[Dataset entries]
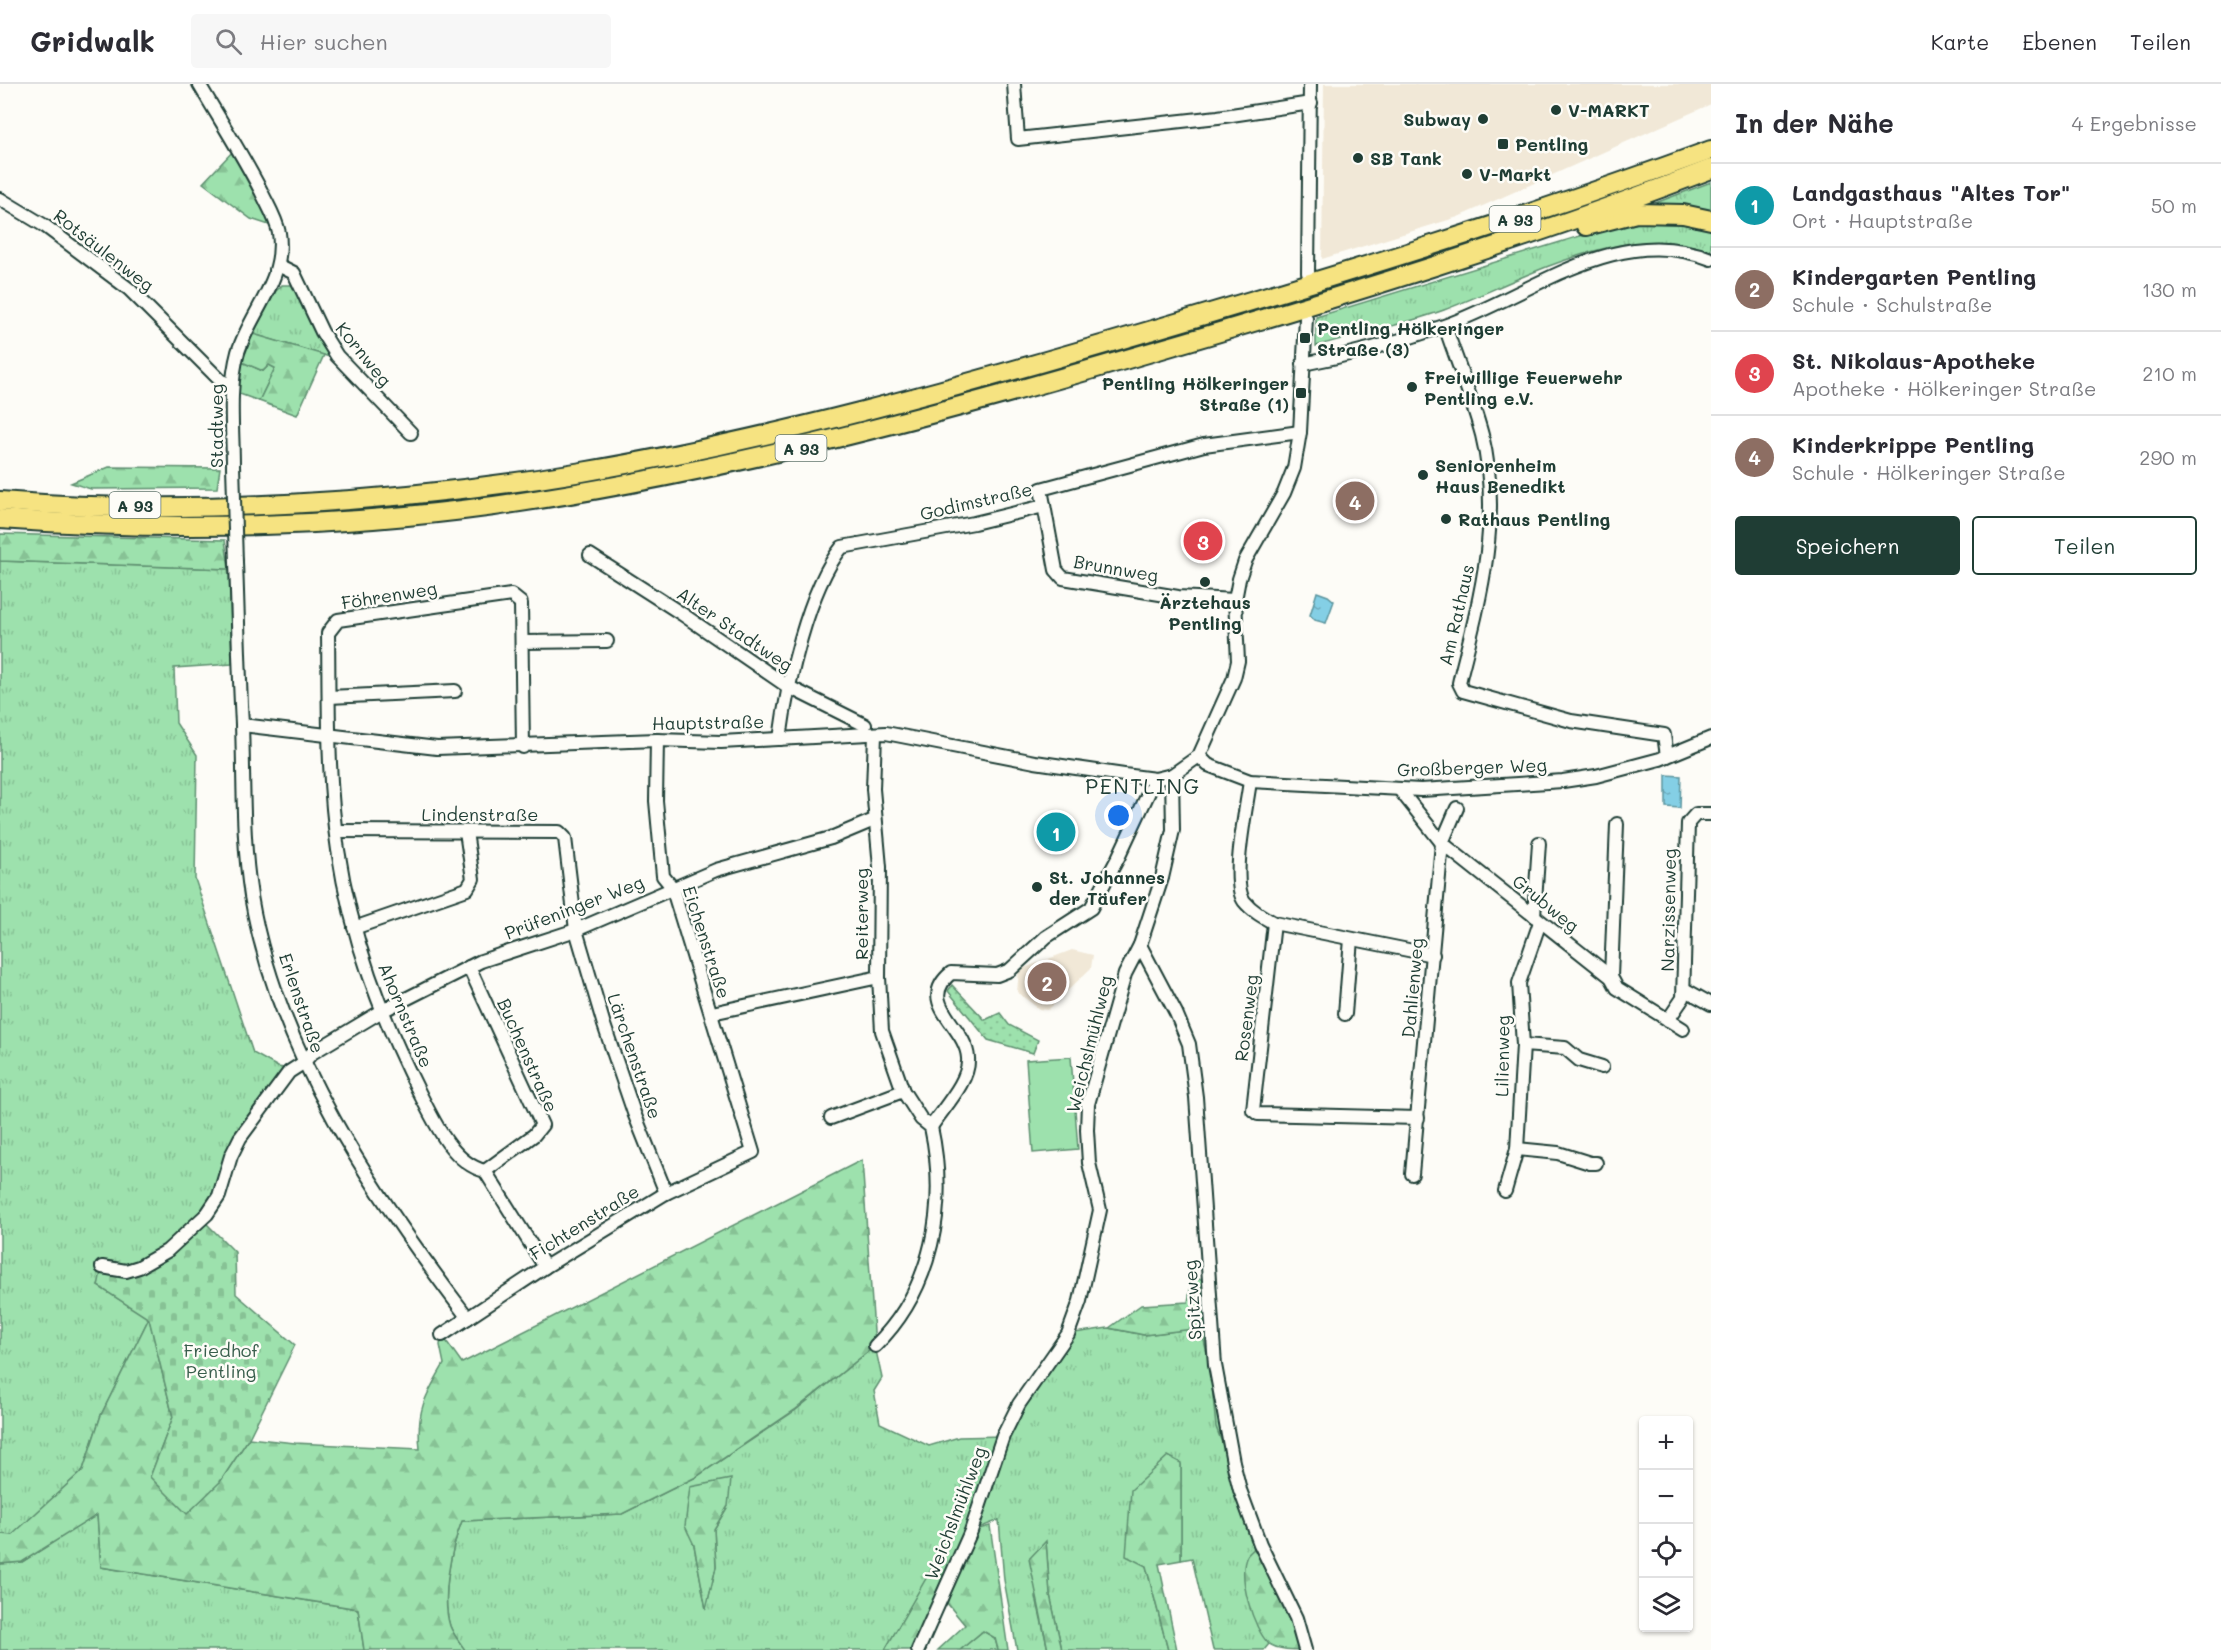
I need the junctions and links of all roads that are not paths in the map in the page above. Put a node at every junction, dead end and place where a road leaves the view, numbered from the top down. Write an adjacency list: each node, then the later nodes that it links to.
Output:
1 (199, 84): 11 (street, Stadtweg)
2 (1014, 84): 4 (street)
3 (1310, 84): 4 (street)
4 (1311, 103): 12 (street)
5 (1711, 150): 19 (highway, A 93)
6 (1711, 169): 9 (highway, A 93)
7 (0, 200): 16 (street, Rotsäulenweg)
8 (1711, 220): 9 (highway)
9 (1555, 226): 21 (highway, A 93)
10 (1711, 259): 14 (street)
11 (278, 265): 16 (street, Stadtweg); 18 (street, Kornweg)
12 (1308, 273)
13 (1306, 318): 15 (street)
14 (1445, 326): 15 (street); 38 (street, Am Rathaus)
15 (1303, 364): 17 (street)
16 (232, 385): 29 (street, Stadtweg, bridge)
17 (1300, 432): 20 (street, Godimstraße); 23 (street)
18 (411, 433)
19 (0, 499)
20 (1044, 506): 23 (street, Brunnweg); 26 (street, Godimstraße)
21 (0, 519)
22 (590, 555): 26 (street, Alter Stadtweg)
23 (1236, 600): 37 (street)
24 (607, 641): 25 (street)
25 (522, 642): 28 (street, Föhrenweg); 36 (street, Föhrenweg)
26 (787, 686): 30 (street, Alter Stadtweg); 34 (street, Godimstraße)
27 (455, 691): 28 (street)
28 (329, 697): 31 (street, Föhrenweg)
29 (242, 725): 31 (street, Hauptstraße); 70 (street, Erlenstraße)
30 (865, 725)
31 (329, 735): 36 (street, Hauptstraße); 47 (street, Ahornstraße)
32 (875, 735): 34 (street, Hauptstraße); 40 (street, Hauptstraße); 45 (street, Reiterweg)
33 (1711, 738): 38 (street, Großberger Weg)
34 (780, 739): 35 (street, Hauptstraße)
35 (657, 740): 36 (street, Hauptstraße); 51 (street, Eichenstraße)
36 (524, 747)
37 (1199, 756): 39 (street); 41 (street, Großberger Weg)
38 (1667, 756): 42 (street, Großberger Weg)
39 (1172, 775): 40 (street, Hauptstraße); 57 (street, Weichslmühlweg)
40 (1155, 779): 75 (street)
41 (1250, 780): 42 (street, Großberger Weg); 53 (street)
42 (1400, 790): 49 (street, Grubweg)
43 (1457, 808): 49 (street, Dahlienweg)
44 (1711, 814): 62 (street, Narzissenweg)
45 (874, 820): 51 (street, Prüfeninger Weg); 60 (street, Reiterweg)
46 (1617, 824): 61 (street)
47 (336, 831): 48 (street, Lindenstraße); 54 (street, Ahornstraße)
48 (466, 832): 54 (street); 55 (street, Lindenstraße)
49 (1442, 843): 52 (street, Grubweg); 58 (street, Dahlienweg)
50 (1539, 843): 52 (street, Lilienweg)
51 (672, 887): 55 (street, Prüfeninger Weg); 65 (street, Eichenstraße)
52 (1537, 919): 61 (street, Grubweg); 69 (street, Lilienweg)
53 (1274, 923): 56 (street); 74 (street, Rosenweg)
54 (354, 928): 64 (street, Ahornstraße)
55 (576, 930): 59 (street, Prüfeninger Weg); 82 (street, Lärchenstraße)
56 (1351, 939): 58 (street); 66 (street)
57 (1140, 945): 88 (street, Weichslmühlweg); 89 (street, Spitzweg)
58 (1433, 955): 74 (street, Dahlienweg)
59 (469, 967): 64 (street, Prüfeninger Weg); 79 (street, Buchenstraße)
60 (879, 976): 65 (street); 72 (street, Reiterweg)
61 (1611, 977): 67 (street, Grubweg)
62 (1684, 988): 63 (street); 67 (street, Narzissenweg)
63 (1711, 1004)
64 (382, 1011): 70 (street, Prüfeninger Weg); 79 (street, Ahornstraße)
65 (712, 1012): 77 (street, Eichenstraße)
66 (1345, 1014)
67 (1668, 1020): 68 (street, Grubweg)
68 (1683, 1029)
69 (1523, 1045): 71 (street); 76 (street, Lilienweg)
70 (303, 1063): 84 (street, Prüfeninger Weg); 85 (street, Erlenstraße)
71 (1602, 1067)
72 (903, 1091): 73 (street); 75 (street, Reiterweg)
73 (831, 1118)
74 (1418, 1118): 80 (street, Dahlienweg)
75 (931, 1127): 87 (street)
76 (1517, 1149): 78 (street); 81 (street, Lilienweg)
77 (753, 1152): 82 (street, Fichtenstraße)
78 (1596, 1162)
79 (485, 1171): 83 (street, Ahornstraße)
80 (1412, 1174)
81 (1505, 1191)
82 (666, 1193): 83 (street, Fichtenstraße)
83 (546, 1266): 85 (street, Fichtenstraße)
84 (102, 1267)
85 (468, 1318): 86 (street, Fichtenstraße)
86 (442, 1335)
87 (874, 1346)
88 (918, 1650)
89 (1305, 1650)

How to complete this task:
Each word of the data should be repeated exactly, and the pictures left out.

Output for this exercise:
I need the junctions and links of all roads that are not paths in the map in the page above. Put a node at every junction, dead end and place where a road leaves the view, numbered from the top down. Write an adjacency list: each node, then the later nodes that it links to.
Output:
1 (199, 84): 11 (street, Stadtweg)
2 (1014, 84): 4 (street)
3 (1310, 84): 4 (street)
4 (1311, 103): 12 (street)
5 (1711, 150): 19 (highway, A 93)
6 (1711, 169): 9 (highway, A 93)
7 (0, 200): 16 (street, Rotsäulenweg)
8 (1711, 220): 9 (highway)
9 (1555, 226): 21 (highway, A 93)
10 (1711, 259): 14 (street)
11 (278, 265): 16 (street, Stadtweg); 18 (street, Kornweg)
12 (1308, 273)
13 (1306, 318): 15 (street)
14 (1445, 326): 15 (street); 38 (street, Am Rathaus)
15 (1303, 364): 17 (street)
16 (232, 385): 29 (street, Stadtweg, bridge)
17 (1300, 432): 20 (street, Godimstraße); 23 (street)
18 (411, 433)
19 (0, 499)
20 (1044, 506): 23 (street, Brunnweg); 26 (street, Godimstraße)
21 (0, 519)
22 (590, 555): 26 (street, Alter Stadtweg)
23 (1236, 600): 37 (street)
24 (607, 641): 25 (street)
25 (522, 642): 28 (street, Föhrenweg); 36 (street, Föhrenweg)
26 (787, 686): 30 (street, Alter Stadtweg); 34 (street, Godimstraße)
27 (455, 691): 28 (street)
28 (329, 697): 31 (street, Föhrenweg)
29 (242, 725): 31 (street, Hauptstraße); 70 (street, Erlenstraße)
30 (865, 725)
31 (329, 735): 36 (street, Hauptstraße); 47 (street, Ahornstraße)
32 (875, 735): 34 (street, Hauptstraße); 40 (street, Hauptstraße); 45 (street, Reiterweg)
33 (1711, 738): 38 (street, Großberger Weg)
34 (780, 739): 35 (street, Hauptstraße)
35 (657, 740): 36 (street, Hauptstraße); 51 (street, Eichenstraße)
36 (524, 747)
37 (1199, 756): 39 (street); 41 (street, Großberger Weg)
38 (1667, 756): 42 (street, Großberger Weg)
39 (1172, 775): 40 (street, Hauptstraße); 57 (street, Weichslmühlweg)
40 (1155, 779): 75 (street)
41 (1250, 780): 42 (street, Großberger Weg); 53 (street)
42 (1400, 790): 49 (street, Grubweg)
43 (1457, 808): 49 (street, Dahlienweg)
44 (1711, 814): 62 (street, Narzissenweg)
45 (874, 820): 51 (street, Prüfeninger Weg); 60 (street, Reiterweg)
46 (1617, 824): 61 (street)
47 (336, 831): 48 (street, Lindenstraße); 54 (street, Ahornstraße)
48 (466, 832): 54 (street); 55 (street, Lindenstraße)
49 (1442, 843): 52 (street, Grubweg); 58 (street, Dahlienweg)
50 (1539, 843): 52 (street, Lilienweg)
51 (672, 887): 55 (street, Prüfeninger Weg); 65 (street, Eichenstraße)
52 (1537, 919): 61 (street, Grubweg); 69 (street, Lilienweg)
53 (1274, 923): 56 (street); 74 (street, Rosenweg)
54 (354, 928): 64 (street, Ahornstraße)
55 (576, 930): 59 (street, Prüfeninger Weg); 82 (street, Lärchenstraße)
56 (1351, 939): 58 (street); 66 (street)
57 (1140, 945): 88 (street, Weichslmühlweg); 89 (street, Spitzweg)
58 (1433, 955): 74 (street, Dahlienweg)
59 (469, 967): 64 (street, Prüfeninger Weg); 79 (street, Buchenstraße)
60 (879, 976): 65 (street); 72 (street, Reiterweg)
61 (1611, 977): 67 (street, Grubweg)
62 (1684, 988): 63 (street); 67 (street, Narzissenweg)
63 (1711, 1004)
64 (382, 1011): 70 (street, Prüfeninger Weg); 79 (street, Ahornstraße)
65 (712, 1012): 77 (street, Eichenstraße)
66 (1345, 1014)
67 (1668, 1020): 68 (street, Grubweg)
68 (1683, 1029)
69 (1523, 1045): 71 (street); 76 (street, Lilienweg)
70 (303, 1063): 84 (street, Prüfeninger Weg); 85 (street, Erlenstraße)
71 (1602, 1067)
72 (903, 1091): 73 (street); 75 (street, Reiterweg)
73 (831, 1118)
74 (1418, 1118): 80 (street, Dahlienweg)
75 (931, 1127): 87 (street)
76 (1517, 1149): 78 (street); 81 (street, Lilienweg)
77 (753, 1152): 82 (street, Fichtenstraße)
78 (1596, 1162)
79 (485, 1171): 83 (street, Ahornstraße)
80 (1412, 1174)
81 (1505, 1191)
82 (666, 1193): 83 (street, Fichtenstraße)
83 (546, 1266): 85 (street, Fichtenstraße)
84 (102, 1267)
85 (468, 1318): 86 (street, Fichtenstraße)
86 (442, 1335)
87 (874, 1346)
88 (918, 1650)
89 (1305, 1650)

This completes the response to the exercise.